Was Karl Marx `Eurocentric'?

Marx at the Margins: On Nationalism, Ethnicity and Non-Western Societies
By Kevin B. Anderson
University of Chicago Press, 2010, 336 pages

Eurocentrism
By Samir Amin
Monthly Review Press, 1988 (second edition 2009), 288 pages

Reviews by Barry Healy

October 22, 2010 -- In the foundational text of the Marxist movement, the Communist Manifesto, Karl Marx and Frederick Engels paint a vivid word picture of the awesome, world-shaking advance of capitalism.

The East-Indian and Chinese markets, the colonisation of America, trade with the colonies, the increase in the means of exchange and in commodities generally gave to commerce, to navigation, to industry, an impulse never before known, and thereby, to the revolutionary element in the tottering feudal society, a rapid development.

This “impulse” created the world market, “for which the discovery of America paved the way”, and which further revolutionised the means of production. Without consideration for human life or suffering, the bourgeoisie created a “world after its own image” in which “even the most barbarian, nations [are drawn] into civilisation”.

Bourgeois economic prowess “batters down all Chinese walls … it forces the barbarians’ intensely obstinate hatred of foreigners to capitulate. It compels all nations, on pain of extinction, to adopt the bourgeois mode of production; it compels them to introduce what it calls civilisation into their midst, i.e., to become bourgeois themselves.”

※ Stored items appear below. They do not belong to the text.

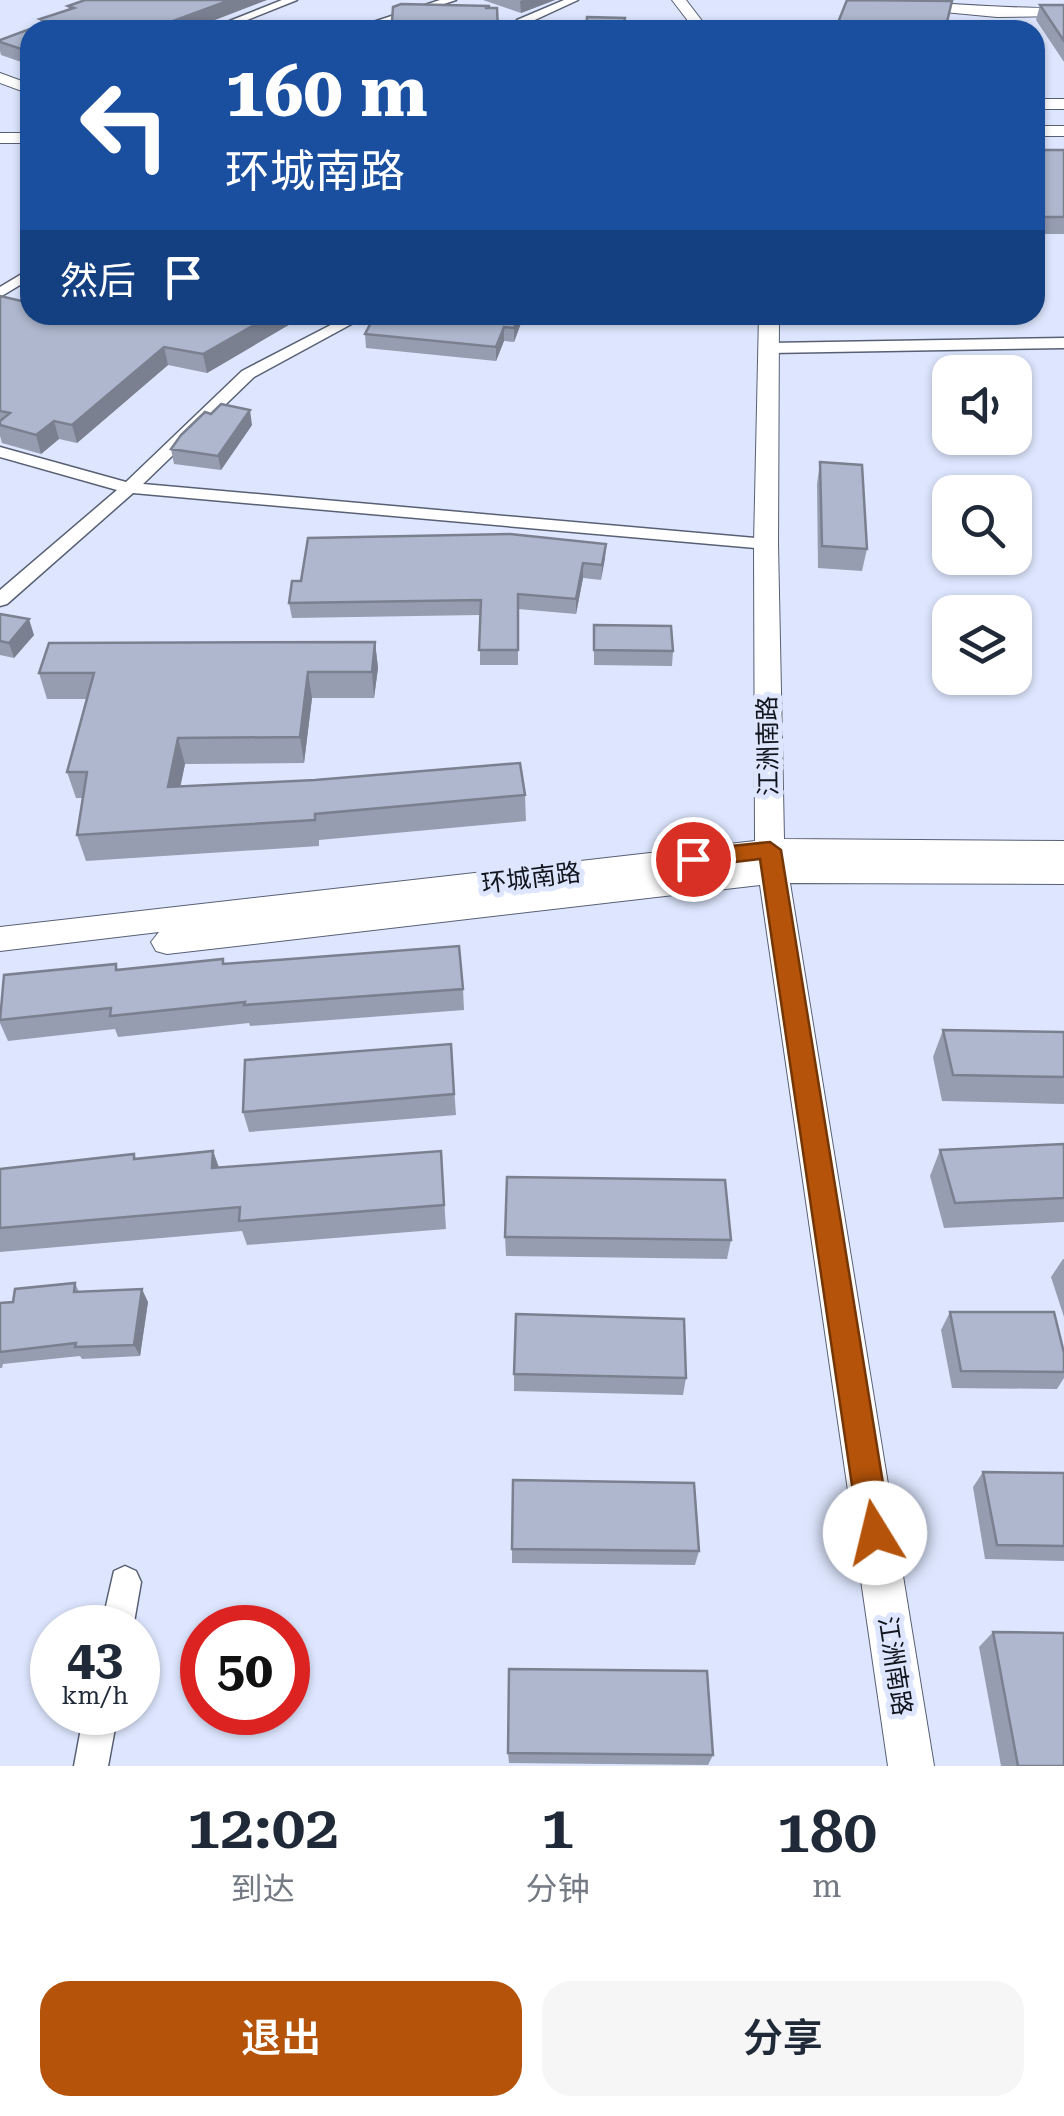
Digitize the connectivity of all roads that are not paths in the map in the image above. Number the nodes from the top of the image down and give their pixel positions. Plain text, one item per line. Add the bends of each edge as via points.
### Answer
1 (292, 0) edge
2 (450, 0) edge
3 (574, 0) edge
4 (667, 0) edge
5 (679, 0) edge
6 (858, 0) edge
7 (1064, 12) edge
8 (239, 20) edge
9 (386, 20) edge
10 (526, 20) edge
11 (682, 20) edge
12 (694, 20) edge
13 (342, 325) edge
14 (770, 331) edge
15 (1064, 343) edge
16 (0, 452) edge
17 (129, 488) junction
18 (766, 544) junction
19 (0, 600) edge
20 (1064, 852) edge
21 (772, 861) junction
22 (1064, 873) edge
23 (0, 939) edge
24 (0, 960) edge
25 (126, 1582) dead end
26 (122, 1605) edge
27 (97, 1735) edge
28 (91, 1766) edge
29 (911, 1766) edge

1 - 8 street
2 - 9 street
3 - 10 street
4 - 11 main road
5 - 12 main road
6 - 7 main road
13 - 17 street via 248,374
14 - 15 street
14 - 18 main road, 江洲南路
16 - 17 street
17 - 18 street
17 - 19 street
18 - 21 main road, 江洲南路
20 - 21 main road, 环城南路
21 - 22 main road, 环城南路
21 - 23 main road, 环城南路
21 - 24 main road, 环城南路
21 - 29 main road, 江洲南路
25 - 26 street
27 - 28 street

Barbarian nations becoming civilised? The 1839 British Opium War against China battering down a primitive, pigheaded dislike of outsiders?

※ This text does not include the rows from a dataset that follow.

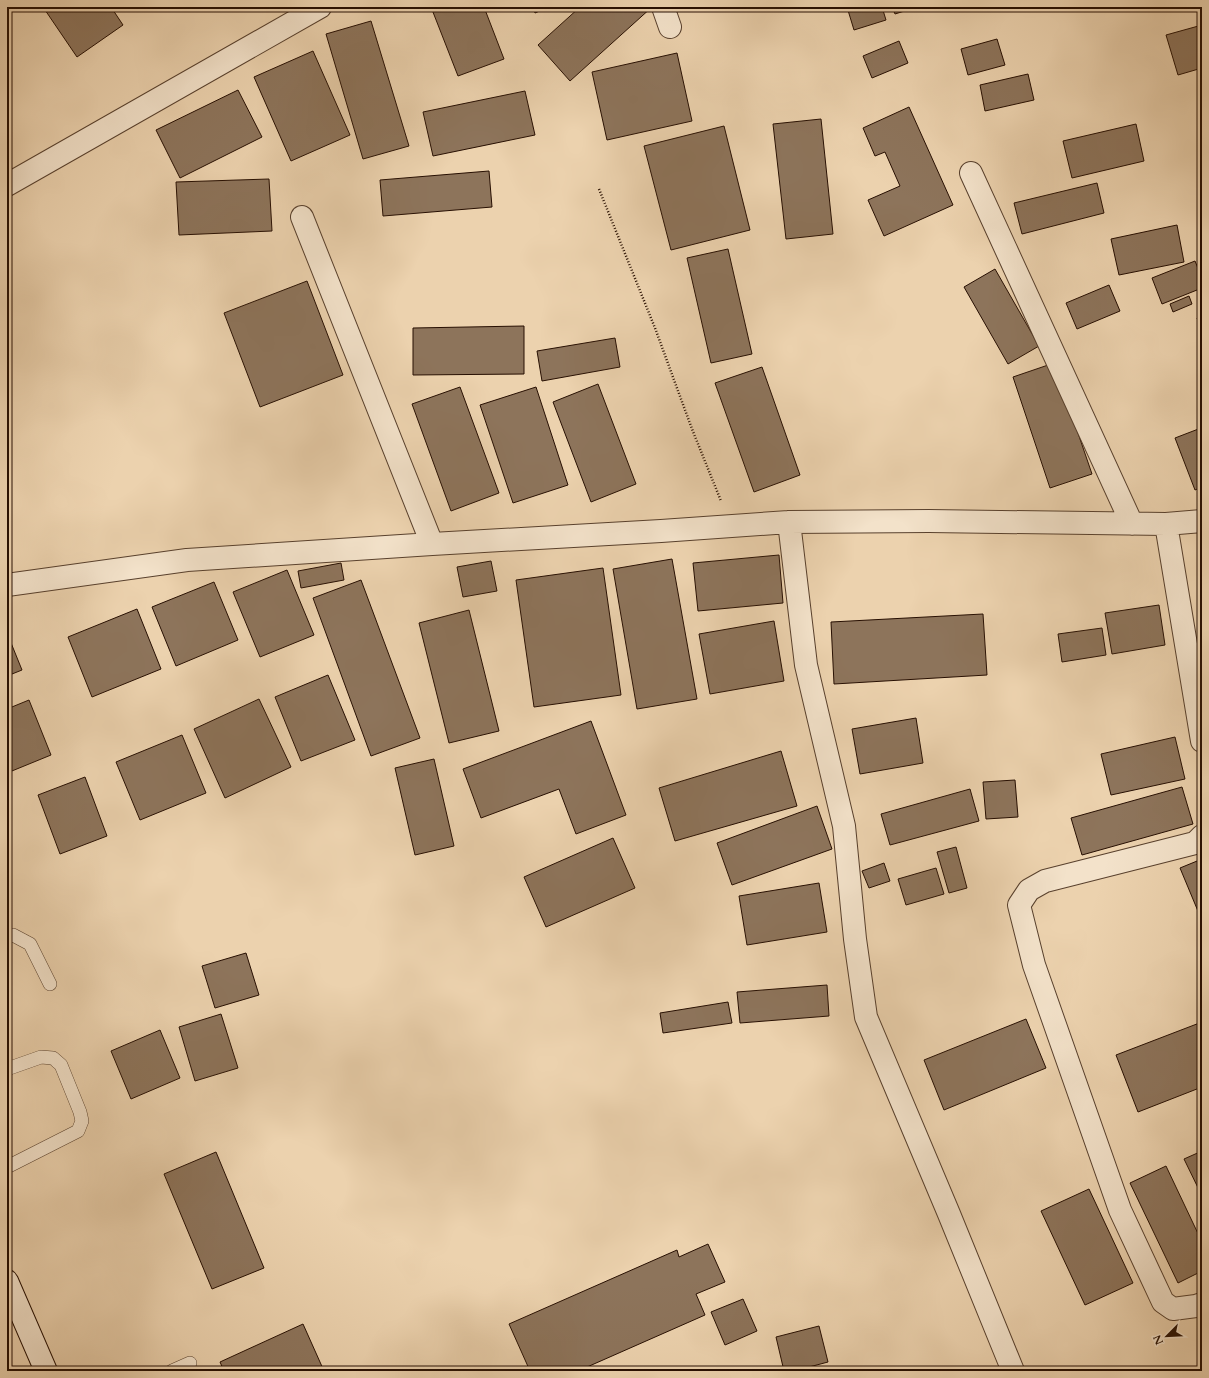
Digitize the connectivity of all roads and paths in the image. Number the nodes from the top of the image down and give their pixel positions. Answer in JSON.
{"nodes":[{"id":1,"x":320,"y":7,"type":"edge"},
{"id":2,"x":663,"y":7,"type":"edge"},
{"id":3,"x":670,"y":28,"type":"dead end"},
{"id":4,"x":971,"y":173,"type":"dead end"},
{"id":5,"x":7,"y":186,"type":"edge"},
{"id":6,"x":599,"y":190,"type":"dead end"},
{"id":7,"x":302,"y":217,"type":"dead end"},
{"id":8,"x":1202,"y":521,"type":"edge"},
{"id":9,"x":789,"y":522,"type":"junction"},
{"id":10,"x":1132,"y":524,"type":"junction"},
{"id":11,"x":1166,"y":524,"type":"junction"},
{"id":12,"x":731,"y":526,"type":"junction"},
{"id":13,"x":432,"y":544,"type":"junction"},
{"id":14,"x":7,"y":585,"type":"edge"},
{"id":15,"x":1202,"y":741,"type":"edge"},
{"id":16,"x":1202,"y":836,"type":"edge"},
{"id":17,"x":7,"y":936,"type":"edge"},
{"id":18,"x":50,"y":984,"type":"dead end"},
{"id":19,"x":7,"y":1069,"type":"edge"},
{"id":20,"x":7,"y":1167,"type":"edge"},
{"id":21,"x":7,"y":1281,"type":"edge"},
{"id":22,"x":1202,"y":1304,"type":"edge"},
{"id":23,"x":190,"y":1363,"type":"dead end"},
{"id":24,"x":46,"y":1371,"type":"edge"},
{"id":25,"x":172,"y":1371,"type":"edge"},
{"id":26,"x":1013,"y":1371,"type":"edge"}],
"edges":[{"from":1,"to":5,"type":"street"},
{"from":2,"to":3,"type":"street"},
{"from":4,"to":10,"type":"street"},
{"from":6,"to":12,"type":"path"},
{"from":7,"to":13,"type":"street"},
{"from":8,"to":11,"type":"street"},
{"from":9,"to":10,"type":"street"},
{"from":9,"to":12,"type":"street"},
{"from":9,"to":26,"type":"street"},
{"from":10,"to":11,"type":"street"},
{"from":11,"to":15,"type":"street"},
{"from":12,"to":13,"type":"street"},
{"from":13,"to":14,"type":"street"},
{"from":16,"to":22,"type":"street"},
{"from":17,"to":18,"type":"lane"},
{"from":19,"to":20,"type":"lane"},
{"from":21,"to":24,"type":"street"},
{"from":23,"to":25,"type":"lane"}]}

Edward Said, author of Oriententalism, pointed to these and other writings of Marx, such as his 1853 article "The British Rule in India" as examples of “the Romantic Orientalist vision”. In fact, Said argued, “in article after article he returned with increasing conviction to the idea that even in destroying Asia, Britain was making possible there a real social revolution”.

In other words, Marx was as guilty of a nostalgic, dewy-eyed admiration of European triumphalism as, say, James Fenimore Cooper’s The Last of the Mohicans in which an aged Native American sage opines: “The pale-faces are masters of the earth.”

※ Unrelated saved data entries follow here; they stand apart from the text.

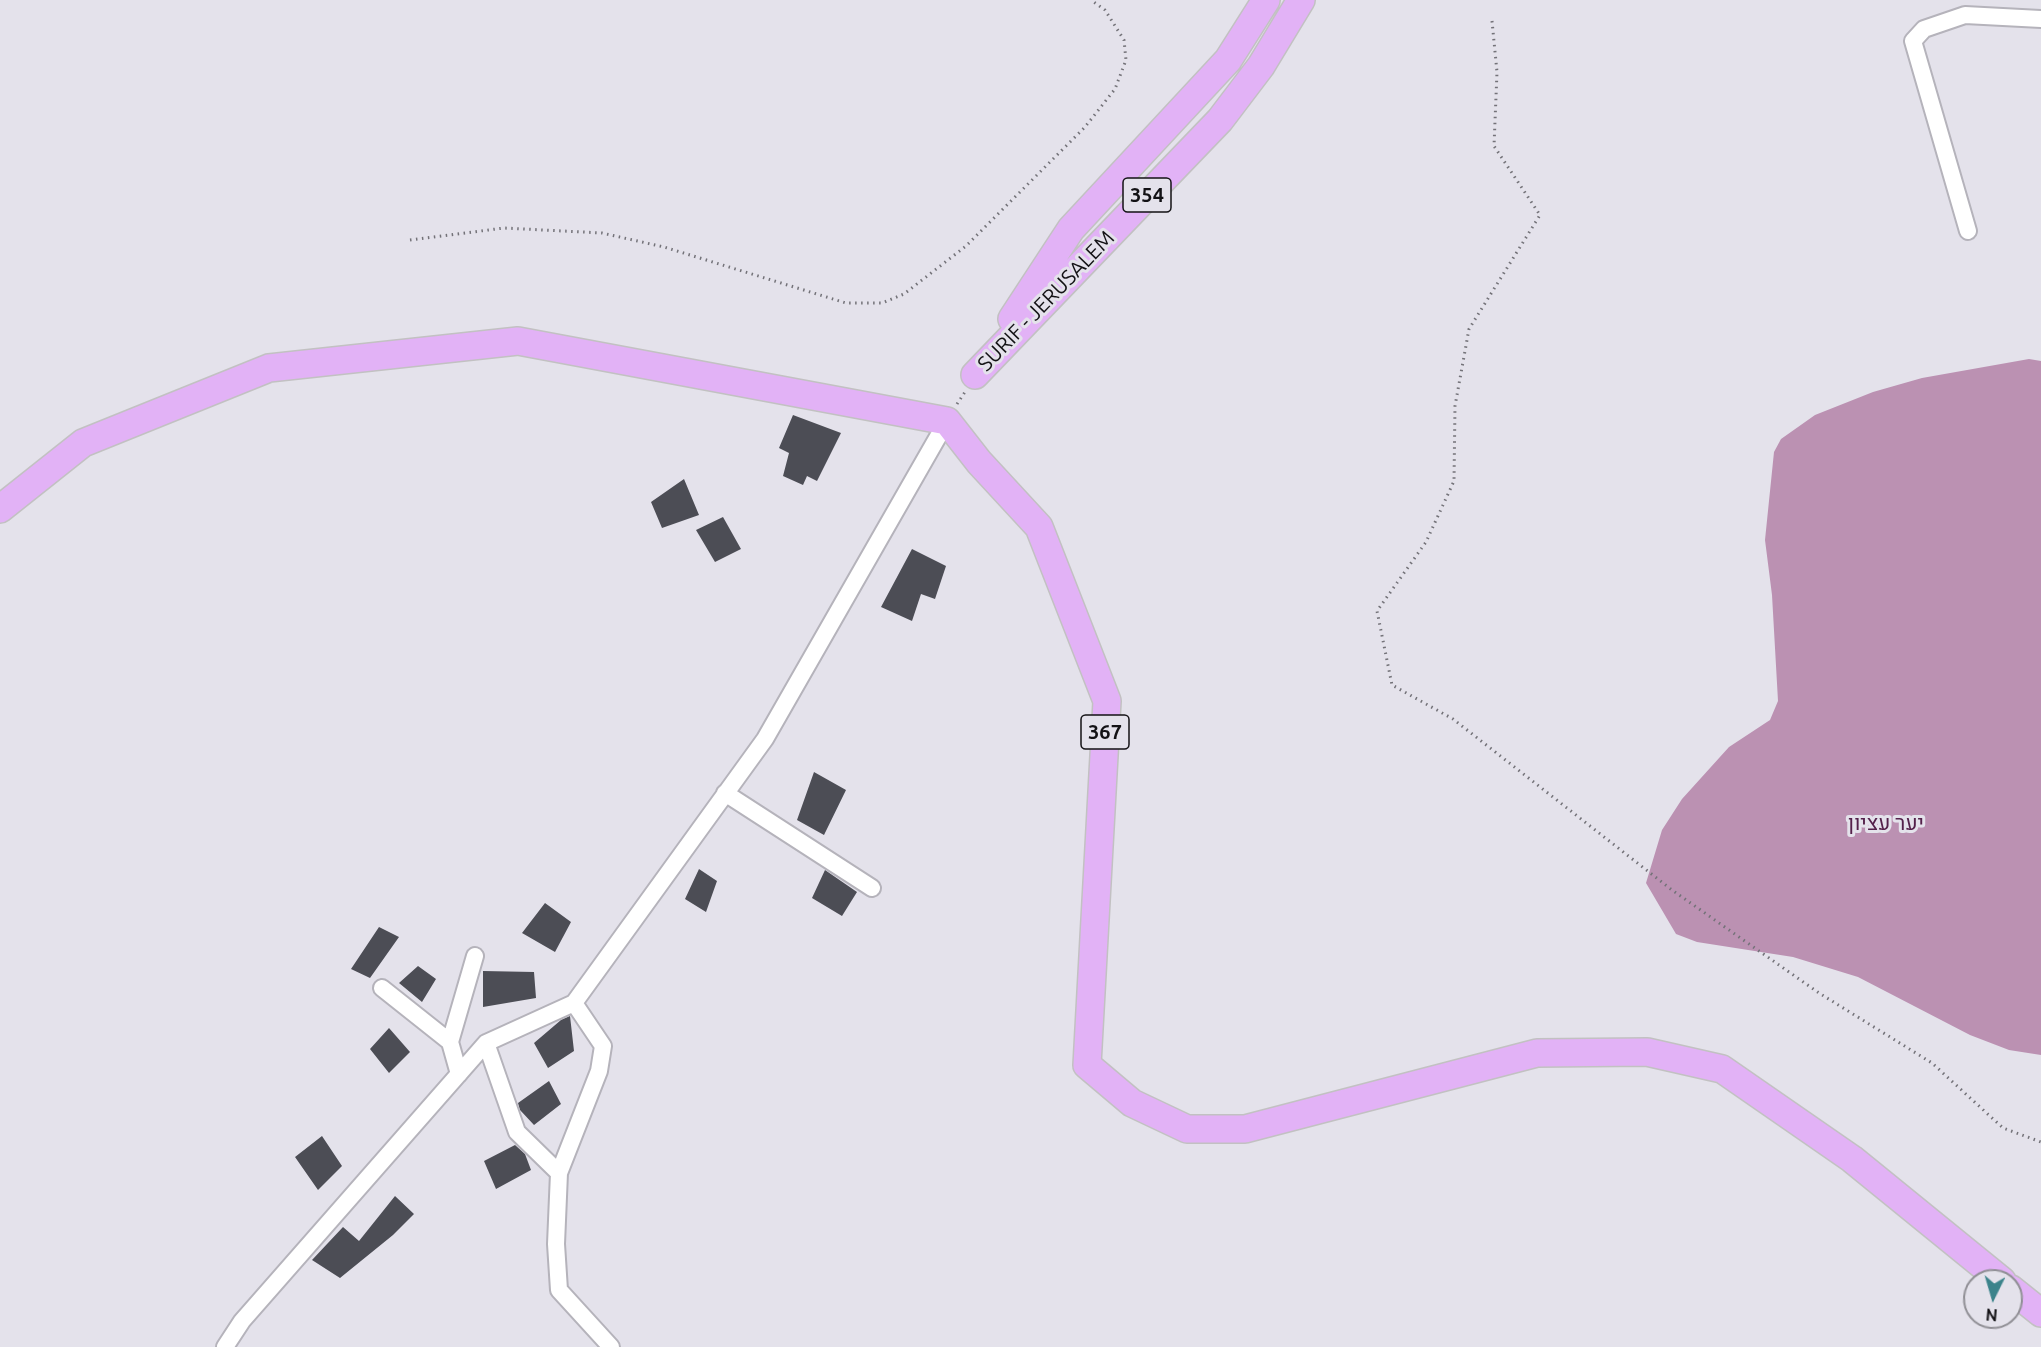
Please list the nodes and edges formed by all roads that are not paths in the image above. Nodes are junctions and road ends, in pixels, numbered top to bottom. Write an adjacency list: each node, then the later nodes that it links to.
1 (1266, 0): 4 (main road, SURIF - JERUSALEM / 354)
2 (1300, 0): 6 (main road, SURIF - JERUSALEM / 354)
3 (2041, 19): 5 (street)
4 (1071, 229): 6 (main road); 6 (main road, SURIF - JERUSALEM / 354)
5 (1968, 231)
6 (1098, 247)
7 (947, 421): 8 (main road); 9 (street); 18 (main road, 367)
8 (0, 508)
9 (725, 793): 10 (street); 13 (street)
10 (872, 888)
11 (475, 956): 14 (street)
12 (382, 988): 14 (street)
13 (574, 1003): 15 (street); 17 (street)
14 (450, 1042): 16 (street)
15 (486, 1043): 16 (street); 17 (street)
16 (459, 1074): 21 (street)
17 (559, 1173): 22 (street)
18 (1987, 1269)
19 (2023, 1299): 20 (main road)
20 (2041, 1313)
21 (225, 1347)
22 (611, 1347)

At the very least, was Marx “problematically unilinear”, as Kevin Anderson puts it, assuming that the history of every country was destined to be force-marched in one direction only, through the Hell of capitalist development into the socialist future?

Not only unilinear, Marx expressed opinions about supposedly peripheral societies being dependent on revolutionary action of workers in the metropolitan centres. In 1847 Marx thought that Poland must be liberated "in England not in Poland" and he considered Ireland to be equally reliant on English workers.

Reading such a catalogue it seems that Marx was guilty of a superiority towards Indians, Irish, black slaves, the Polish and the Chinese and other non-European civilisations. And he seemed to mechanically force all matters of race, ethnicity and nationalism into a one-size-fits-all class-based theory of history.

Both Samir Amin and Anderson produce answers to these challenges, in vastly different manners.

Amin has devised a new scheme of analysing the evolution of world history, criticising certain categories of Marx’s historical materialism.

Anderson, on the other hand defends Marx’s thinking by delving deep into both the published and unpublished archives to bring to light hitherto unknown texts that show that Marx’s ideas evolved markedly over time.

Anderson argues that both the Communist Manifesto and "The British Rule in India" should not be taken as Marx’s last words on the subject.

Amin’s project is quite radical. He takes Marx to task on his use of the term “Oriental Despotism” as a catch-all phrase for non-European, pre-capitalist societies. These societies did not fit within the pattern of European feudalism, displaying their own features.

The conventional Marxist description of history is that humanity passed through a series of pre-capitalist forms: pre-class society, class society, slavery, feudalism and then capitalism.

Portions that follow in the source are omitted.